I went back to look at the "Infinite Fill Show" today and took some more pictures; I'll be putting them up gradually. This one came out blurry and I feel in all good conscience I should reshoot it, but I'm posting it anyway. It's an installation by Leif Ritchey, very easy to overlook down at your feet, in a corner. Yes, it's a zen rock garden with a black and white pine cone, beans, and raked sand, an elegant (but still somewhat lowbrow) counterpoint to all the digital brut up at eye-level. Ritchey's an analog guy, and I've been playing his video "Flatbush Windows" over and over and showing it to friends. I found it on the Nautical Almanac-related compilation Eyes of the Mind (which I've been meaning to write about--it's awesome). The video is as understated as this piece--grainy bits of one-step-removed footage shot off an awkwardly framed TV screen, depicting trees blowing in the wind, people walking up and down the sidewalk, clunky jump cuts of a pair of women's shoes (decorated with beads? I have to watch it again), with a soundtrack of jazz and quiet techno that's somewhat tinny, like it's wafting in from another room. The best kind of Cagean work, strangely gripping for being so ephemeral.
Amazon.com is weird, like a cult where the rules change daily. In an earlier post I described how their editors removed the word "sexual" from a review of mine and replaced it with "inapropriate [sic]." And according to the New York Times, they recently outed all their anonymous reviewers (in Canada) and started a companywide program that validates whether your reviews are written under your "Real Name" or a "Pen Name."
In the early days of the site they had a category called "I am the author of this book and I want to comment on it." I wrote an explanatory blurb about the post-hypnotic catalog, listing some artists depicted in the book, etc. and captioned it "notes from an artist and essayist in the exhibition." A couple of years ago, the "i am the author..." category was eliminated, and they moved the blurb to my list of reviews of other people's books, CDs, and movies. I thought that was strange, but let it go (it's not like they post an email for complaints). A month or two ago, the "review" disappeared from my list. It felt like they thought I was scamming, reviewing my own book. At any rate, I've always used my own name, but my "favorite reviewer" was dogmatico, who I see has also been removed from my page.

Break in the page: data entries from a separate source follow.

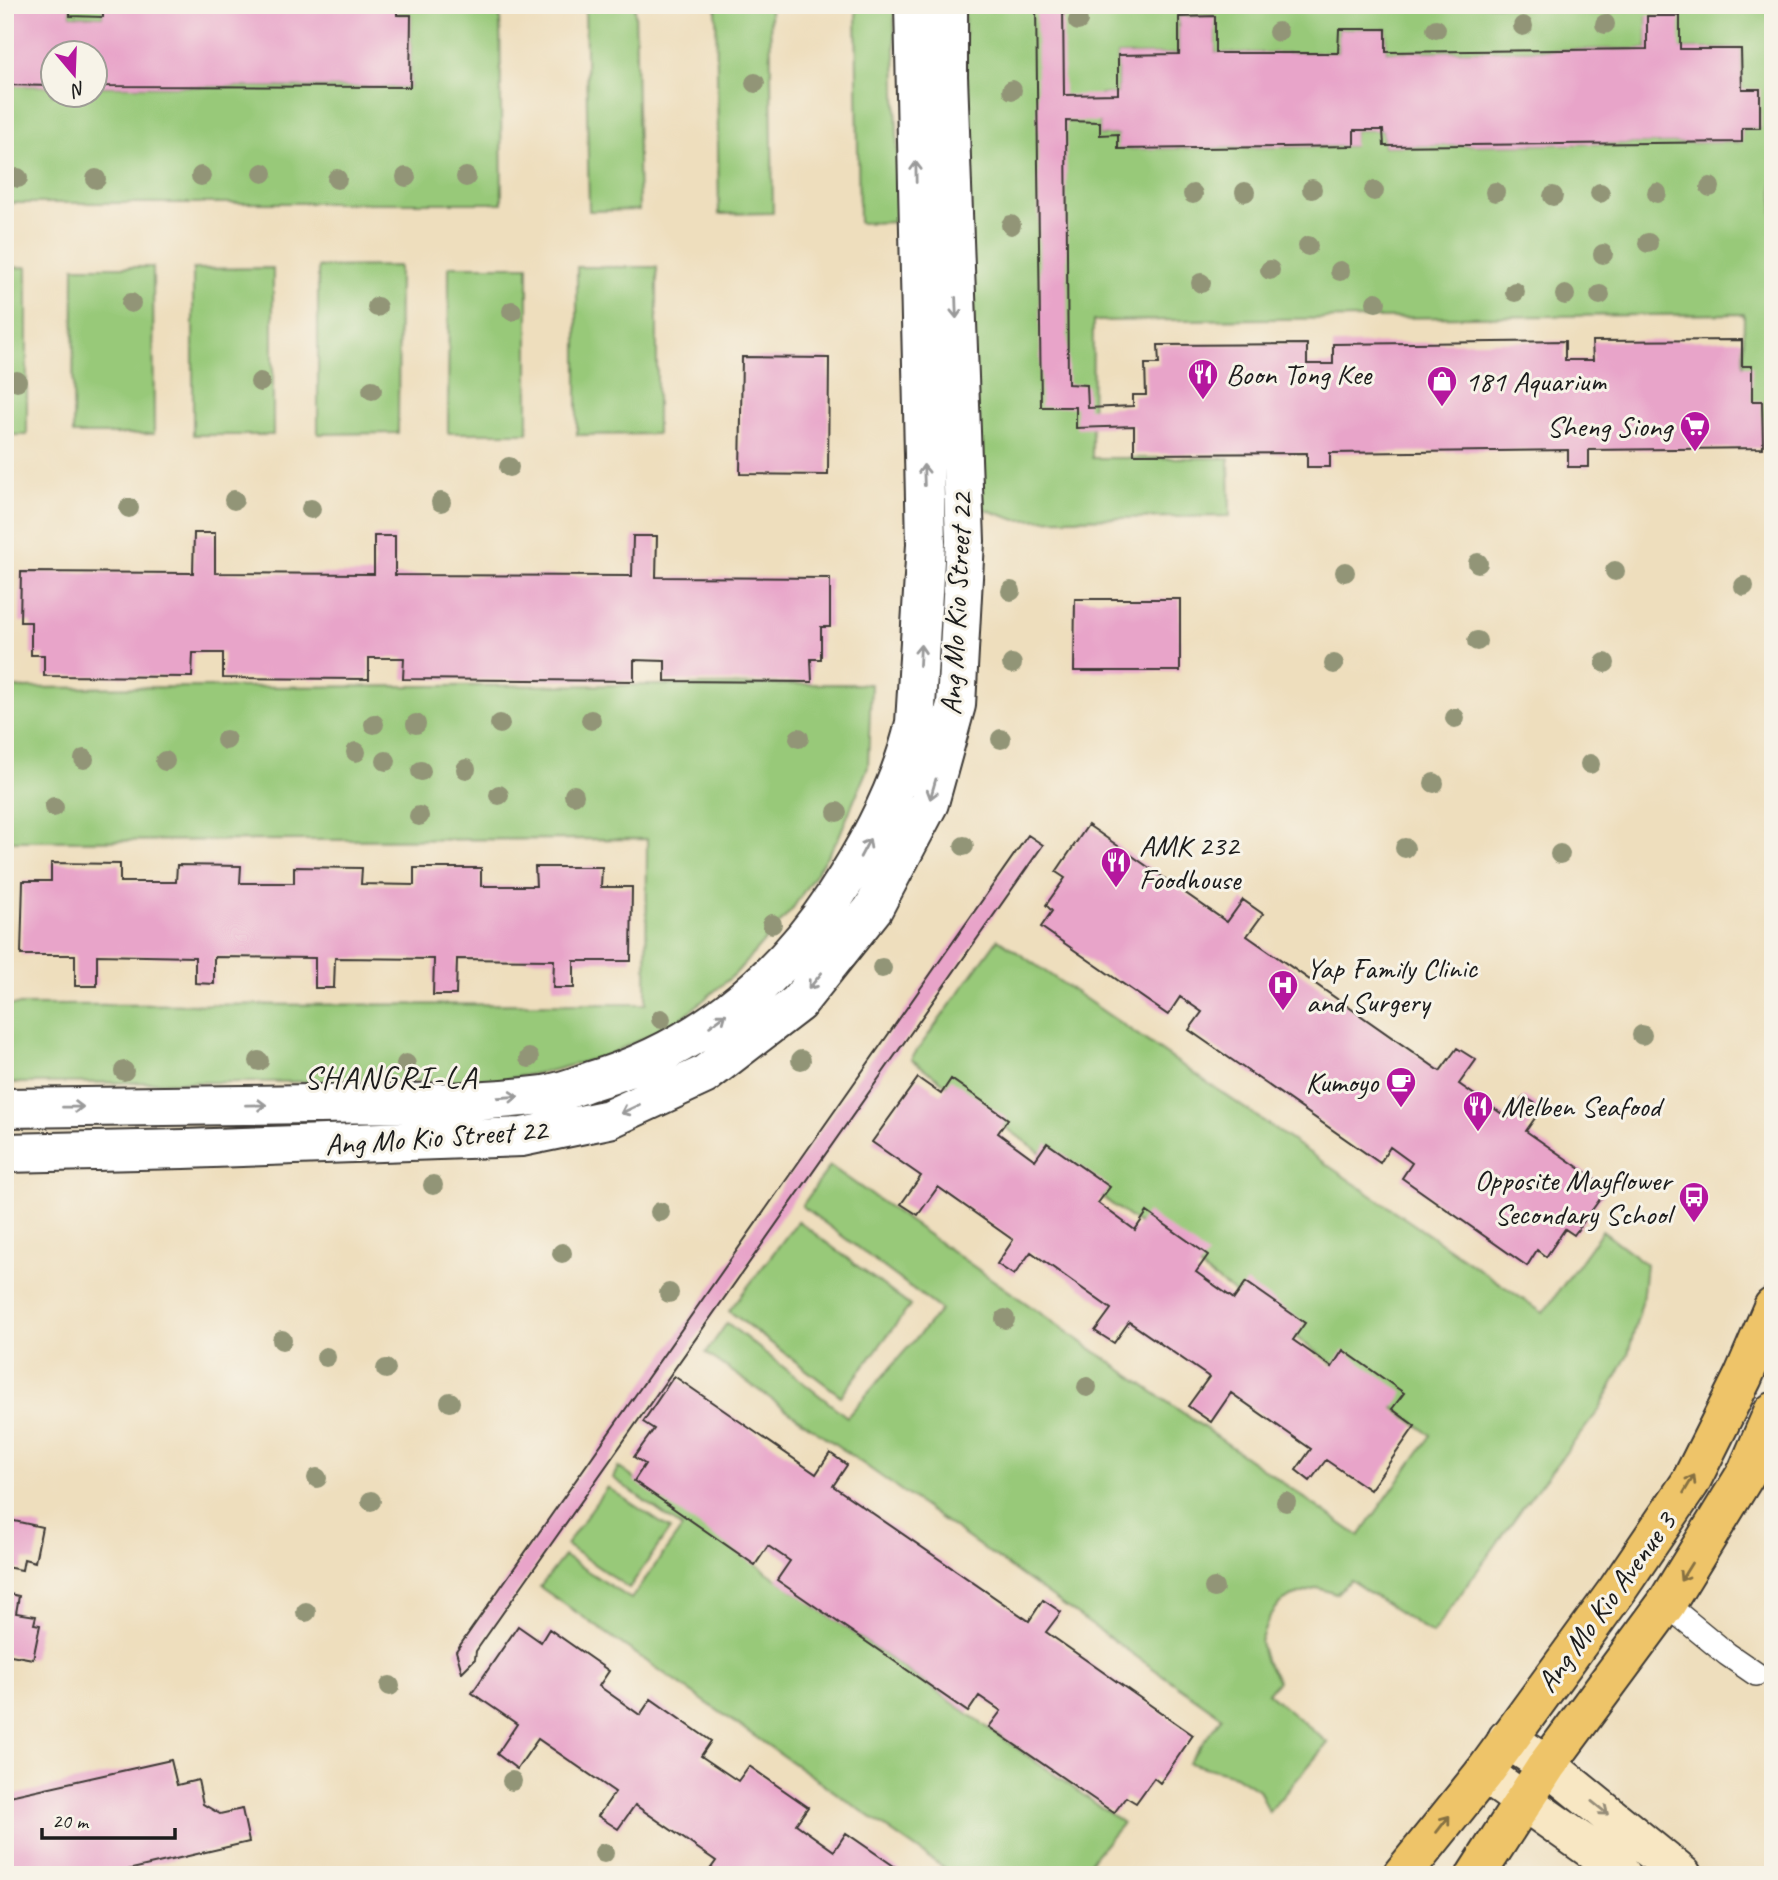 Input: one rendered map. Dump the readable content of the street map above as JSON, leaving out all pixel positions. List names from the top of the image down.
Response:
{
  "streets": {
    "main road": ["Ang Mo Kio Avenue 3"],
    "street": ["Ang Mo Kio Street 22"]
  },
  "districts": ["SHANGRI-LA"],
  "places": {
    "restaurant": ["Boon Tong Kee", "AMK 232 Foodhouse", "Melben Seafood"],
    "shop": ["181 Aquarium"],
    "supermarket": ["Sheng Siong"],
    "hospital": ["Yap Family Clinic and Surgery"],
    "cafe": ["Kumoyo"],
    "bus stop": ["Opposite Mayflower Secondary School"]
  },
  "scale_bar": "20 m",
  "north": "bottom"
}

All this may ultimately mean less joke fodder such as this post celebrating the lowest ranked reviews of great works. dogmatico's favorite reviewer, "doo doo brown," to cite another example, made a career of writing dismissive reviews of canonical works of Western philosophy. (hat tips to Jim and Bill)
From the New Yorker, a review of a show mentioned on this weblog a few weeks ago:
DIANA KINGSLEYWell, "cute" is in the eye of the beholder, especially when a show is viewed selectively. Factual corrections: when a moth hits window glass, it's smashing (to the moth), and the tennis player falls three times if you watch the entire (two and 1/2 minute) loop.
“Isle of August” is a collection of videos and photographs of a well-heeled summer world. A tennis player, seen only from behind and the waist down, is oblivious to her flapping, untied shoelaces in “Court Disaster.” A stack of gilt-edged china plates teeters precariously in “Fair field full of dainty,” and a moth lured by a yellow flower bumps endlessly against a window in “buster.” But nothing smashes, no one falls, and the over-all effect is cute rather than menacing. Through Aug. 5. (Castelli, 18 E. 77th St. 212-249-4470.)